## What is “Bayesian” Statistical Inference?

Warning: Dangerous Curves This entry presupposes you already know some math stats, such as how to manipulate joint, marginal and conditional distributions using the chain rule (product rule) and marginalization (sum/integration rule). You should also be familiar with the difference between model parameters (e.g. a regression coefficient or Poisson rate parameter) and observable samples (e.g. reported annual income or the number of fumbles in a quarter of a given American football game).

### Examples

I followed up this post with some concrete examples for binary and multinomial outcomes:

### Bayesian Inference is Based on Probability Models

Bayesian models provide full joint probability distributions over both observable data and unobservable model parameters. Bayesian statistical inference is carried out using standard probability theory.

### What’s a Prior?

The full Bayesian probability model includes the unobserved parameters. The marginal distribution over parameters is known as the “prior” parameter distribution, as it may be computed without reference to observable data. The conditional distribution over parameters given observed data is known as the “posterior” parameter distribution.

### Non-Bayesian Statistics

Non-Bayesian statisticians eschew probability models of unobservable model parameters.

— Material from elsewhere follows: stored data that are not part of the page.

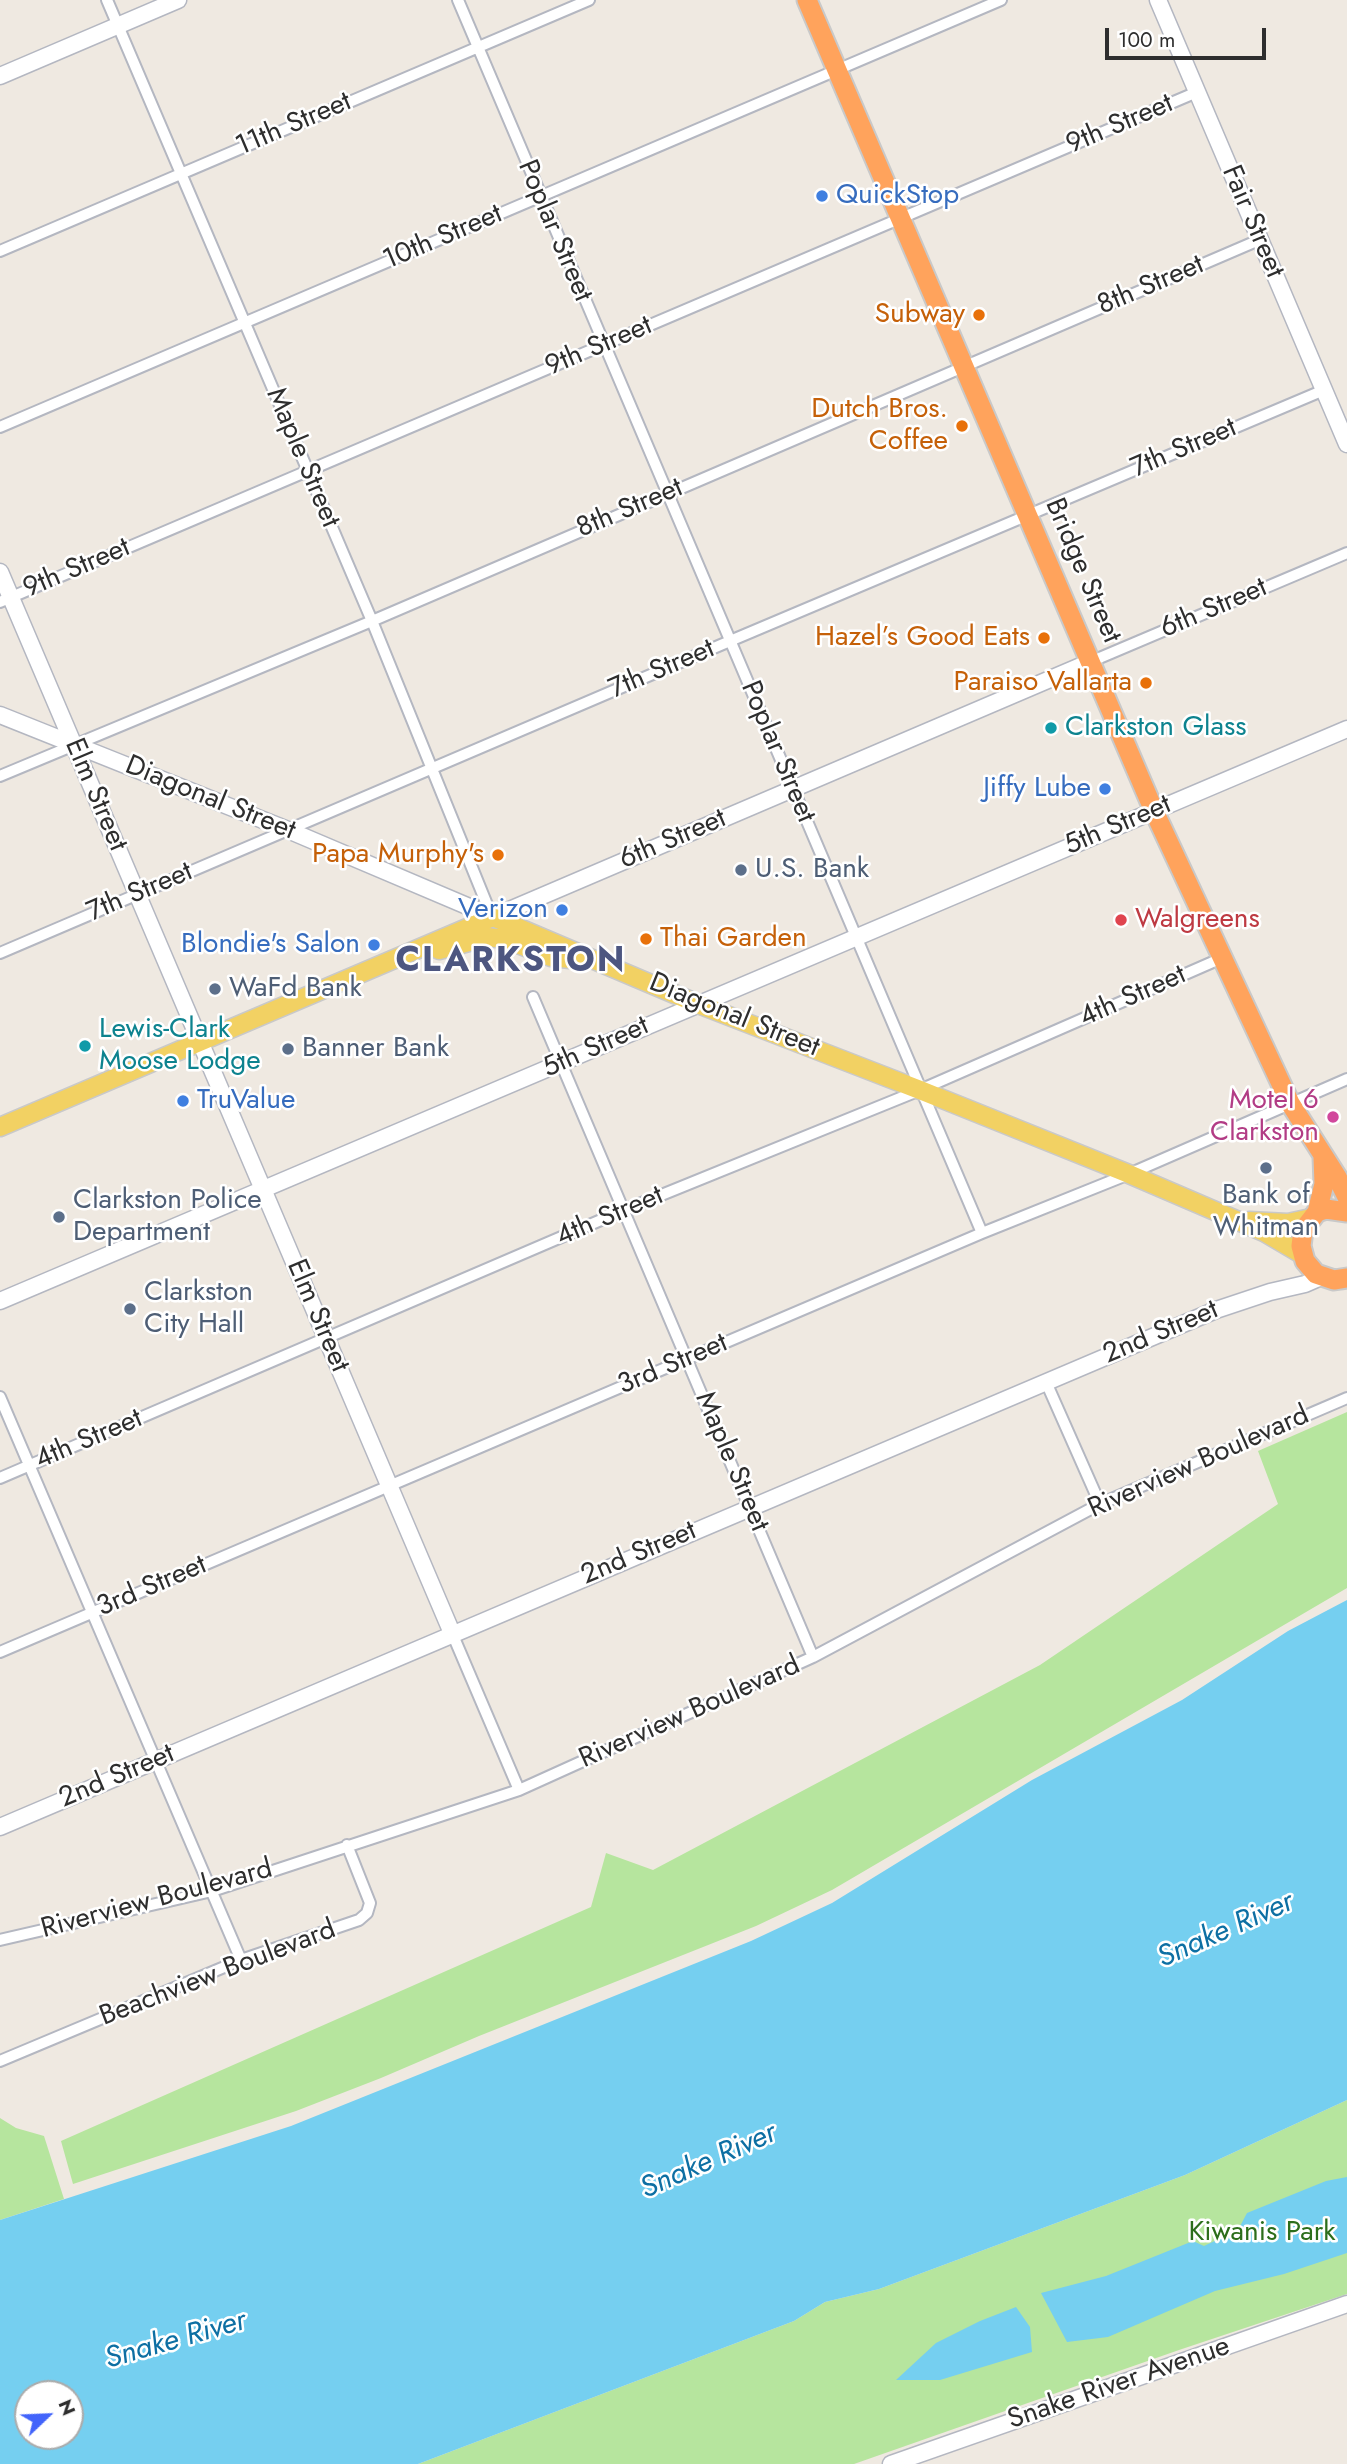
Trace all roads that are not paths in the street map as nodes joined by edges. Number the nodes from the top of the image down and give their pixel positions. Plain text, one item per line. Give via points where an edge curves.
1 (107, 0) edge
2 (178, 0) edge
3 (457, 0) edge
4 (589, 0) edge
5 (807, 0) edge
6 (1002, 0) edge
7 (1158, 0) edge
8 (118, 26) junction
9 (478, 47) junction
10 (838, 70) junction
11 (0, 76) edge
12 (1197, 92) junction
13 (181, 174) junction
14 (540, 197) junction
15 (901, 219) junction
16 (1259, 240) junction
17 (0, 251) edge
18 (244, 323) junction
19 (603, 345) junction
20 (963, 366) junction
21 (1324, 390) junction
22 (0, 427) edge
23 (1347, 444) edge
24 (306, 470) junction
25 (666, 494) junction
26 (1028, 515) junction
27 (1347, 553) edge
28 (0, 572) edge
29 (6, 600) edge
30 (372, 621) junction
31 (730, 640) junction
32 (1090, 662) junction
33 (0, 715) edge
34 (1347, 729) edge
35 (74, 744) junction
36 (432, 768) junction
37 (0, 776) edge
38 (793, 789) junction
39 (1154, 811) junction
40 (288, 830) junction
41 (138, 894) junction
42 (492, 917) junction
43 (857, 936) junction
44 (427, 945) junction
45 (0, 953) edge
46 (1222, 958) junction
47 (600, 962) junction
48 (533, 997) dead end
49 (698, 1004) junction
50 (201, 1041) junction
51 (562, 1064) junction
52 (1347, 1079) edge
53 (920, 1090) junction
54 (1290, 1103) junction
55 (0, 1127) edge
56 (1322, 1156) junction
57 (1129, 1174) junction
58 (263, 1190) junction
59 (1347, 1197) edge
60 (622, 1211) junction
61 (1347, 1212) edge
62 (1314, 1215) junction
63 (1235, 1220) junction
64 (982, 1233) junction
65 (1304, 1258) junction
66 (1339, 1279) edge
67 (1281, 1290) junction
68 (0, 1301) edge
69 (326, 1338) junction
70 (687, 1359) junction
71 (1046, 1382) junction
72 (0, 1397) edge
73 (1347, 1398) edge
74 (29, 1466) junction
75 (0, 1478) edge
76 (390, 1486) junction
77 (1100, 1504) junction
78 (750, 1507) junction
79 (92, 1613) junction
80 (452, 1633) junction
81 (0, 1652) edge
82 (813, 1657) junction
83 (155, 1760) junction
84 (519, 1790) junction
85 (0, 1827) edge
86 (347, 1845) junction
87 (212, 1891) junction
88 (0, 1940) edge
89 (241, 1960) junction
90 (0, 2061) edge
91 (1347, 2304) edge
92 (891, 2464) edge

1 - 8 street, Maple Street
2 - 8 street
3 - 9 street, Poplar Street
4 - 9 street, 11th Street
5 - 10 highway, Bridge Street
6 - 10 street, 10th Street
7 - 12 street, Fair Street
8 - 11 street
8 - 13 street, Maple Street
9 - 13 street, 11th Street
9 - 14 street, Poplar Street
10 - 14 street, 10th Street
10 - 15 highway, Bridge Street
12 - 15 street, 9th Street
12 - 16 street, Fair Street
13 - 17 street, 11th Street
13 - 18 street, Maple Street
14 - 18 street, 10th Street
14 - 19 street, Poplar Street
15 - 19 street, 9th Street
15 - 20 highway, Bridge Street
16 - 20 street, 8th Street
16 - 21 street, Fair Street
18 - 22 street, 10th Street
18 - 24 street, Maple Street
19 - 24 street, 9th Street
19 - 25 street, Poplar Street
20 - 25 street, 8th Street
20 - 26 highway, Bridge Street
21 - 23 street, Fair Street
21 - 26 street, 7th Street
24 - 29 street, 9th Street
24 - 30 street, Maple Street
25 - 30 street, 8th Street
25 - 31 street, Poplar Street
26 - 31 street, 7th Street
26 - 32 highway, Bridge Street
27 - 32 street, 6th Street
28 - 29 street, Elm Street
29 - 35 street, Elm Street
30 - 35 street, 8th Street
30 - 36 street, Maple Street
31 - 36 street, 7th Street
31 - 38 street, Poplar Street
32 - 38 street, 6th Street
32 - 39 highway, Bridge Street
33 - 35 street, Diagonal Street
34 - 39 street, 5th Street
35 - 37 street, 8th Street
35 - 40 street, Diagonal Street
35 - 41 street, Elm Street
36 - 40 street, 7th Street
36 - 42 street, Maple Street
38 - 42 street, 6th Street
38 - 43 street, Poplar Street
39 - 43 street, 5th Street
39 - 46 highway, Bridge Street
40 - 41 street, 7th Street
40 - 42 street, Diagonal Street
41 - 45 street, 7th Street
41 - 50 street, Elm Street
42 - 44 main road, 6th Street
42 - 47 main road, Diagonal Street
43 - 49 street, 5th Street
43 - 53 street, Poplar Street
44 - 47 main road via 442,950 487,937 551,957
44 - 50 main road, 6th Street
46 - 53 street, 4th Street
46 - 54 highway, Bridge Street
47 - 49 main road, Diagonal Street
48 - 51 street, Maple Street
49 - 51 street, 5th Street
49 - 53 main road, Diagonal Street
50 - 55 main road, 6th Street
50 - 58 street, Elm Street
51 - 58 street, 5th Street
51 - 60 street, Maple Street
52 - 54 street, 3rd Street
53 - 57 main road, Diagonal Street
53 - 60 street, 4th Street
53 - 64 street, Poplar Street
54 - 56 highway, Bridge Street
54 - 57 street, 3rd Street
56 - 59 highway, Bridge Street
56 - 62 highway via 1324,1184
57 - 63 main road, Diagonal Street
57 - 64 street, 3rd Street
58 - 68 street, 5th Street
58 - 69 street, Elm Street
60 - 69 street, 4th Street
60 - 70 street, Maple Street
61 - 62 highway via 1326,1209
62 - 63 main road, Diagonal Street via 1288,1223
62 - 65 highway via 1302,1237
63 - 65 main road, Diagonal Street
64 - 70 street, 3rd Street
65 - 66 highway via 1312,1270
65 - 67 street
66 - 67 street, 2nd Street
67 - 71 street, 2nd Street via 1229,1304
69 - 74 street, 4th Street
69 - 76 street, Elm Street
70 - 76 street, 3rd Street
70 - 78 street, Maple Street
71 - 77 street
71 - 78 street, 2nd Street
72 - 74 street
73 - 77 street, Riverview Boulevard
74 - 75 street, 4th Street
74 - 79 street
76 - 79 street, 3rd Street
76 - 80 street, Elm Street
77 - 82 street, Riverview Boulevard
78 - 80 street, 2nd Street
78 - 82 street, Maple Street
79 - 81 street, 3rd Street
79 - 83 street
80 - 83 street, 2nd Street
80 - 84 street, Elm Street
82 - 84 street, Riverview Boulevard
83 - 85 street, 2nd Street
83 - 87 street
84 - 86 street, Riverview Boulevard
86 - 87 street, Riverview Boulevard
86 - 89 street, Beachview Boulevard via 370,1903 367,1913 359,1920
87 - 88 street, Riverview Boulevard
87 - 89 street
89 - 90 street, Beachview Boulevard
91 - 92 street, Snake River Avenue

Without such models, non-Bayesians cannot perform probabilistic inferences available to Bayesians, such as definining the probability that a model parameter (such as the mean height of an adult male American) is in a defined range say (say 5’6″ to 6’0″).

Instead of modeling the posterior probabilities of parameters, non-Bayesians perform hypothesis testing and compute confidence intervals, the subtleties of interpretation of which have confused introductory statistics students for decades.

### Bayesian Technical Apparatus

The sampling distribution, with probability function $p(y|\theta)$, models the probability of observable data $y$ given unobserved (and typically unobservable) model parameters $\theta$. (The sampling distribution probability function $p(y|\theta)$ is called the likelihood function when viewed as a function of $\theta$ for fixed $y$.)

The prior distribution, with probability function $p(\theta)$, models the probability of the parameters $\theta$.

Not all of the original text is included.